DATASET ENTRIES: Begin

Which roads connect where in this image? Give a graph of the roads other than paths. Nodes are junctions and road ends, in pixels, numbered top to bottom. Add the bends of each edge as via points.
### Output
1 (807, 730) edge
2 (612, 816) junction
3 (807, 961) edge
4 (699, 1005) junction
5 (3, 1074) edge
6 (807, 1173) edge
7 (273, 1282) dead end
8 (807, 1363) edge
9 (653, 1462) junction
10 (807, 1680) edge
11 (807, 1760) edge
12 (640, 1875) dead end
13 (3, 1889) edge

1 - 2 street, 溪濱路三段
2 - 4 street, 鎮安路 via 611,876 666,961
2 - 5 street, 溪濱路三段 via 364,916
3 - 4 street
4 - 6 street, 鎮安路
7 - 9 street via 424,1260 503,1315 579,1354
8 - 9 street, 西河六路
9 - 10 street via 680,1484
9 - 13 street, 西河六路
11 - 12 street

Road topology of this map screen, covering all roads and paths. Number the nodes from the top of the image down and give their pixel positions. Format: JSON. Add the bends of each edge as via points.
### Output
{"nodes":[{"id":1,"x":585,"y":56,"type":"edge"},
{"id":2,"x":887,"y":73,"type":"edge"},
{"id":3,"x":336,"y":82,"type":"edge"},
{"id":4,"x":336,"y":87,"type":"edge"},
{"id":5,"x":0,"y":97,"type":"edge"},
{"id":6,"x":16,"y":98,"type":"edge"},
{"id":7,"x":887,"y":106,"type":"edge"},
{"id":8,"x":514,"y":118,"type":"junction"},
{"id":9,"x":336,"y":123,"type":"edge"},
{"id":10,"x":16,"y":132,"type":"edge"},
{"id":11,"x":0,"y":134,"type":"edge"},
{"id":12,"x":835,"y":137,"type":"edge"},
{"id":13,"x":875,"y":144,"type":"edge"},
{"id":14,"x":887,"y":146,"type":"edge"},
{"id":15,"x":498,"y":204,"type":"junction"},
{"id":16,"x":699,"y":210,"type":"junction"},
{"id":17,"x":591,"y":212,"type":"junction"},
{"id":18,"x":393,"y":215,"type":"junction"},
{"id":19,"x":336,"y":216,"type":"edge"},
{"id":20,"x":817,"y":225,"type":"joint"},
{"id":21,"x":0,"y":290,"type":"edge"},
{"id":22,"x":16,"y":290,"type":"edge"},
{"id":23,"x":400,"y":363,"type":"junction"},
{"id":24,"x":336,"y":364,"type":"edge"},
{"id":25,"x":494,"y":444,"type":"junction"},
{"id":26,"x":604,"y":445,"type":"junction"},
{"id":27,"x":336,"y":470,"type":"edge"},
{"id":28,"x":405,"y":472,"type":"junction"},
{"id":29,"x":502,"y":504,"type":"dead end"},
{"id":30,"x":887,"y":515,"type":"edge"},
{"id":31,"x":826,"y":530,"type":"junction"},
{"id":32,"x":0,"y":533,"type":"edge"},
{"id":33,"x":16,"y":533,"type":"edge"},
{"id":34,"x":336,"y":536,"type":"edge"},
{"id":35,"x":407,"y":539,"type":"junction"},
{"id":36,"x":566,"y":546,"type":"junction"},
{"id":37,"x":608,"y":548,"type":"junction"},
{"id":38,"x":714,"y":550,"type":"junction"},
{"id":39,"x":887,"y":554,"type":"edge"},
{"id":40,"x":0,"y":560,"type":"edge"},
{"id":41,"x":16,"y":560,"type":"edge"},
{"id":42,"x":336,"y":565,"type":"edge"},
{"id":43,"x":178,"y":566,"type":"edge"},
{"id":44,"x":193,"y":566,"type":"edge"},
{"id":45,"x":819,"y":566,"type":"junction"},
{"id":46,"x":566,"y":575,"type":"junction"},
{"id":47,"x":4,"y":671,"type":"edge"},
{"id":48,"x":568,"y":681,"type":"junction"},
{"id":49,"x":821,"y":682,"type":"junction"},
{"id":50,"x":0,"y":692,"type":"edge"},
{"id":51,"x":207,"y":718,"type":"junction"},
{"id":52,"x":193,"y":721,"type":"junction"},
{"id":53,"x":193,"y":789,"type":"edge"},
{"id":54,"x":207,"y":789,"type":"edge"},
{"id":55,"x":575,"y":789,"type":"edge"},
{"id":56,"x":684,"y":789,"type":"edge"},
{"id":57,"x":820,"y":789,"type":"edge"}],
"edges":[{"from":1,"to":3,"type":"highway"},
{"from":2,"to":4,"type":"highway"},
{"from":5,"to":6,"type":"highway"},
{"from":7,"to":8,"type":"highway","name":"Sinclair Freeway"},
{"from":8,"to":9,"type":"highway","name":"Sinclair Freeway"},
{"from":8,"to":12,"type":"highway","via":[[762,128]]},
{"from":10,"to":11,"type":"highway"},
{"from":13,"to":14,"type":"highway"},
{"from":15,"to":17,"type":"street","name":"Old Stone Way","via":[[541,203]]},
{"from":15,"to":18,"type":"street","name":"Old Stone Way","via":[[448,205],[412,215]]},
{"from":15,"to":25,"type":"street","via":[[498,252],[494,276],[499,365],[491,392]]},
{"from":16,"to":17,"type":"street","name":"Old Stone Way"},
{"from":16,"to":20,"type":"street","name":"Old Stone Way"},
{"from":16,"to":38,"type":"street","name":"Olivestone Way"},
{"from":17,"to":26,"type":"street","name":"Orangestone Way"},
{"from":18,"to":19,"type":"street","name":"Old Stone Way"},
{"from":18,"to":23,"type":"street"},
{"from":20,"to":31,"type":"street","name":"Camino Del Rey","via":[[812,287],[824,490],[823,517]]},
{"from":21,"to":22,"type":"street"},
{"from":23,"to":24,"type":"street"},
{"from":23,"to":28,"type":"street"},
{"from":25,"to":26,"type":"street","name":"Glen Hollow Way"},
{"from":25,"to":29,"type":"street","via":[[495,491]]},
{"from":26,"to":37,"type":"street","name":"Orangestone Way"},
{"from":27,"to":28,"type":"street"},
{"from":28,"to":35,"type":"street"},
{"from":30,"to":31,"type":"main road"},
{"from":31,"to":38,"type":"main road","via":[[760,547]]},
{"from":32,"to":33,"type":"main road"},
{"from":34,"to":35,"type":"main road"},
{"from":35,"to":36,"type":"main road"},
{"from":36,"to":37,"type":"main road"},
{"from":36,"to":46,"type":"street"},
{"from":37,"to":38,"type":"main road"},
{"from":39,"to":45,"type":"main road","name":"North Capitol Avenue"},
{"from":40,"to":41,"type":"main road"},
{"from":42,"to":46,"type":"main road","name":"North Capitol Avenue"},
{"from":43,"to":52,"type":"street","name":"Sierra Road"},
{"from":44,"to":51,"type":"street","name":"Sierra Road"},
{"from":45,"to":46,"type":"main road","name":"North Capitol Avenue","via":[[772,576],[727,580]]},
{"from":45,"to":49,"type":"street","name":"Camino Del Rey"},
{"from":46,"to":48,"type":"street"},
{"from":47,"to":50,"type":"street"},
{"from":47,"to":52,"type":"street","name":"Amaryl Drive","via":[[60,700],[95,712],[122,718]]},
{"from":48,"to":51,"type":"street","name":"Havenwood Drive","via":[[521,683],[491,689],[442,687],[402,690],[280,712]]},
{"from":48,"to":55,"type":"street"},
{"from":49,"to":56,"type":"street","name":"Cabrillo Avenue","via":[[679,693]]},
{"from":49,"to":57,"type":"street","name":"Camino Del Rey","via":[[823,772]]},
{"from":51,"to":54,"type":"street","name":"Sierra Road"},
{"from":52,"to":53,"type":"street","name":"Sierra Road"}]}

DATASET ENTRIES: End

Every line from the top of the material through the line containing "Road topology of" must be transcribed exactly, and no other line may appear.

■ ANSWER
Which roads connect where in this image? Give a graph of the roads other than paths. Nodes are junctions and road ends, in pixels, numbered top to bottom. Add the bends of each edge as via points.
### Output
1 (807, 730) edge
2 (612, 816) junction
3 (807, 961) edge
4 (699, 1005) junction
5 (3, 1074) edge
6 (807, 1173) edge
7 (273, 1282) dead end
8 (807, 1363) edge
9 (653, 1462) junction
10 (807, 1680) edge
11 (807, 1760) edge
12 (640, 1875) dead end
13 (3, 1889) edge

1 - 2 street, 溪濱路三段
2 - 4 street, 鎮安路 via 611,876 666,961
2 - 5 street, 溪濱路三段 via 364,916
3 - 4 street
4 - 6 street, 鎮安路
7 - 9 street via 424,1260 503,1315 579,1354
8 - 9 street, 西河六路
9 - 10 street via 680,1484
9 - 13 street, 西河六路
11 - 12 street

Road topology of this map screen, covering all roads and paths. Number the nodes from the top of the image down and give their pixel positions. Format: JSON. Add the bends of each edge as via points.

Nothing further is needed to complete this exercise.